Top military and police commanders on Monday and Tuesday appeared before the commission of inquiry into the violence and denied that the army was behind the deaths of six civilians by gunshots wounds.
But ZADHR in a report said it had attended to 11 people with gapping gun-shot wounds and accused government of a cover-up job while in one case the feared Central Intelligence Organisation (CIO) tried to interfere with medical work.
The report titled: Zimbabwe a New Era/Error and compiled by medical doctors Norman Matara and Fortune Nyamande, documents cases the group attended to between August 1 and September 5, including 72 cases of politically-motivated violence.
“A male (41) who was shot in the chest by soldiers and died on the spot. He was certified dead by a ZADHR doctor at Parirenyatwa Hospital. However, when the doctor tried to examine the body to ascertain the full nature of the injuries, he was stopped by a suspected State agent and the body was whisked away. Post-mortem results could not be obtained,” the report says of one case.
Of the 102 cases of political violence that were documented by ZADHR, 31 were perpetrated by soldiers, traditional leaders accounted for eight while 20 were attributed to Zanu PF supporters. The report says 19 were by unknown people while only two were attributed to the post poll violence “protestors.”

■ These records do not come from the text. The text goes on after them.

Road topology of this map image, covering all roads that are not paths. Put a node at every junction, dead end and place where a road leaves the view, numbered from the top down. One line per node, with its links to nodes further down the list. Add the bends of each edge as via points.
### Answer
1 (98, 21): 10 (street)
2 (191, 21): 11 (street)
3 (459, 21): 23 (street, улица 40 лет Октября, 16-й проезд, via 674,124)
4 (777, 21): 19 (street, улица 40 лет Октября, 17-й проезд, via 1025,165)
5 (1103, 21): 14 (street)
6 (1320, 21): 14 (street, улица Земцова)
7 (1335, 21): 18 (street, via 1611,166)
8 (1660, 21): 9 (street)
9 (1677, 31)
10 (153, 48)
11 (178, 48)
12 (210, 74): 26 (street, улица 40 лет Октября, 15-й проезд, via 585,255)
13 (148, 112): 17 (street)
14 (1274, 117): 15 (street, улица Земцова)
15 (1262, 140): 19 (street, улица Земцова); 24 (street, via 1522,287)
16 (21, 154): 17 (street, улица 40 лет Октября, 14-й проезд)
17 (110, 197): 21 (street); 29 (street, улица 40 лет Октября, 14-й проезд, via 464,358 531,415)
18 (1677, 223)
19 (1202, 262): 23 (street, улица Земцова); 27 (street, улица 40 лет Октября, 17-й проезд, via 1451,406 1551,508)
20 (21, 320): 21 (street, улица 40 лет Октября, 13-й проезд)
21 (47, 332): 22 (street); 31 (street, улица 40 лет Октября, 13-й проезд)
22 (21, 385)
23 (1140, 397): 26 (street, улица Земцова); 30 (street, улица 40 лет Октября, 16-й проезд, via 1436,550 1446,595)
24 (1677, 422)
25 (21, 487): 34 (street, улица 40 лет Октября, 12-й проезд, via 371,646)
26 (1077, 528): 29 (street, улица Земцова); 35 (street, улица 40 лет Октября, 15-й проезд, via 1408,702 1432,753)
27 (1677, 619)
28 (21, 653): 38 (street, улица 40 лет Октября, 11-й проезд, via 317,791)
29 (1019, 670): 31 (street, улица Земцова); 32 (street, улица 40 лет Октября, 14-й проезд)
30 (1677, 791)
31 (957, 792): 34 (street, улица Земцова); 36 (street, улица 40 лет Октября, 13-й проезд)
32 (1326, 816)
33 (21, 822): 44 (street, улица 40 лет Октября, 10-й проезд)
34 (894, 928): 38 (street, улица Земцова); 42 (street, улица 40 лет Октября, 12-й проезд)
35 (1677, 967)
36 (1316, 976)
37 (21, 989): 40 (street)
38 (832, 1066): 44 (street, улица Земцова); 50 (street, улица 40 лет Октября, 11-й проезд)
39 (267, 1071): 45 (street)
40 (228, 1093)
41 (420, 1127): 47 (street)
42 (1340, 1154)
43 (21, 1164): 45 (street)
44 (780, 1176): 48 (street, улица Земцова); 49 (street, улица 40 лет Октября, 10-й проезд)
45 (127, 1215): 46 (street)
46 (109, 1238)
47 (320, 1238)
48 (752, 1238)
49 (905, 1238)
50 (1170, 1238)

According to the report, most of those who were shot had wounds indicating they were fleeing.
“Reports by medical personnel indicated that most of the entry gunshot wounds and exit wounds of victims were consistent with those of individuals shot whilst fleeing,” the report said.
Commander Zimbabwe Defence Forces General Philip Valerio Sibanda and other senior army officers, in submissions made to the inquiry headed by former South African President Kgalema Motlanthe, denied that the military killed anyone.
Police also claimed their investigations had thus far drawn blanks but pointed an accusing finger at MDC Alliance leader Nelson Chamisa who they say incited his supporters to protest.
The ZADHR report says “there was disproportionate and indiscriminate use of force (by the army), resulting in the death of at least 6 civilians and a lot more were injured.”
“In the following days the army carried out a crackdown in Harare’s high-density suburbs that included beatings and harassment of people. In other areas such as Muzarabani, Mutoko and Maramba-Pfungwe, opposition supporters and party polling agents were displaced from their homes after being threatened with torture or death, or both,” ZADHR said.
ZADHR provided emergency medical and surgical treatment to victims, conducted rigorous in-depth interviews with survivors and offered psychological counselling services.